Lebensjahren verschluckt. Kinder- und Jugendärzte und deren Fachgesellschaft raten daher von ihrer Verwendung

in den ersten Lebensjahren ab. Zahnpasta ist ein kosmetisches Mittel und nicht für den regelmäßigen Verzehr geeignet. Sobald die Kinder die Zahnpasta ausspucken können (meist erst nach dem 4. Lebensjahr), sollten die Zähne zweimal täglich mit einer Zahnpasta gepflegt werden, die mindestens 1000 ppm Fluorid enthält.

 

Ein längeres Überschreiten der Obergrenzen der Fluoridzufuhr kann Zahnschmelzdefekte verursachen. Diese

Obergrenze liegt laut o.g. Konsensuspapier bei 0,1 mg Fluorid pro kg Körpergewicht des Kindes. Da die

Fluoridtabletten bis zum 2. Geburtstag nur 0,25 mg pro Tablette enthalten, wird ab einem Körpergewicht

von 2,5 kg mit 1 Tabl. täglich diese Obergrenze nicht überschritten.

 

Bezüglich der Vitamin-D- und Fluoridprophylaxe gibt es leider Meinungsverschiedenheiten zwischen den

Kinderärzten, Zahnärzten, Hebammen und anderen Fachgruppen, was die Eltern verständlicherweise

verunsichert. Zusammengefasst lautet die kinderärztliche Empfehlung: bis zum Alter von 2 Jahren bzw.

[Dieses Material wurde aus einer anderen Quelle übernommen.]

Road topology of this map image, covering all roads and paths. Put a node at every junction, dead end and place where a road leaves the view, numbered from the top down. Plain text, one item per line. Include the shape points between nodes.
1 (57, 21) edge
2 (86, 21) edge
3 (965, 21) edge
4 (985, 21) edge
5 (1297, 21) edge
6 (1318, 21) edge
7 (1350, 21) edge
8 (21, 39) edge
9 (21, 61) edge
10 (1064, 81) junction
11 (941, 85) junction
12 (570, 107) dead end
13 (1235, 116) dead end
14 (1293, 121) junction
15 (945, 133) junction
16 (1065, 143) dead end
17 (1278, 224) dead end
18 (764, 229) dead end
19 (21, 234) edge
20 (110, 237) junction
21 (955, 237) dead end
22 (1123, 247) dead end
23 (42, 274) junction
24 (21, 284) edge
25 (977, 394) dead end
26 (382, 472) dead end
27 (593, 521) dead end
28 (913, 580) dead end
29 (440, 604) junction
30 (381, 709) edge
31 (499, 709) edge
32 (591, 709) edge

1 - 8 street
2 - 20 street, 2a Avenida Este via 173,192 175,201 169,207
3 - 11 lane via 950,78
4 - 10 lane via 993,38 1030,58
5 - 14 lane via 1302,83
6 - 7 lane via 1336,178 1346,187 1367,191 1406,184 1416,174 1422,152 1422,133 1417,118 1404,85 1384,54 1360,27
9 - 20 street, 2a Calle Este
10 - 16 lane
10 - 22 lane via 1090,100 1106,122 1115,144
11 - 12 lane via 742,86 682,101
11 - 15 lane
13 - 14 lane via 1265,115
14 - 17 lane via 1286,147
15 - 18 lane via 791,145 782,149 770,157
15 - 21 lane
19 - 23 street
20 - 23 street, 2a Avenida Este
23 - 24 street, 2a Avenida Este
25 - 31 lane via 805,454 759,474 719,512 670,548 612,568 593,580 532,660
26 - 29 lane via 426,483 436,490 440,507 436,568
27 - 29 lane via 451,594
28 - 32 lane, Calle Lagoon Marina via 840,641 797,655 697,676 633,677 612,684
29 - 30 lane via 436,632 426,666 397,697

bis nach dem 2. Winter: Vitamin-D- und Fluorid-Tabletten sowie Zähneputzen ohne Zahnpasta. Nach dem

 2. Lebensjahr Fluoridtabletten ohne Vitamin D. Erst wenn Zahnpasta sicher ausgespuckt werden kann:

Fluoridprophylaxe durch Zahnpasta mit 1000 ppm Fluorid.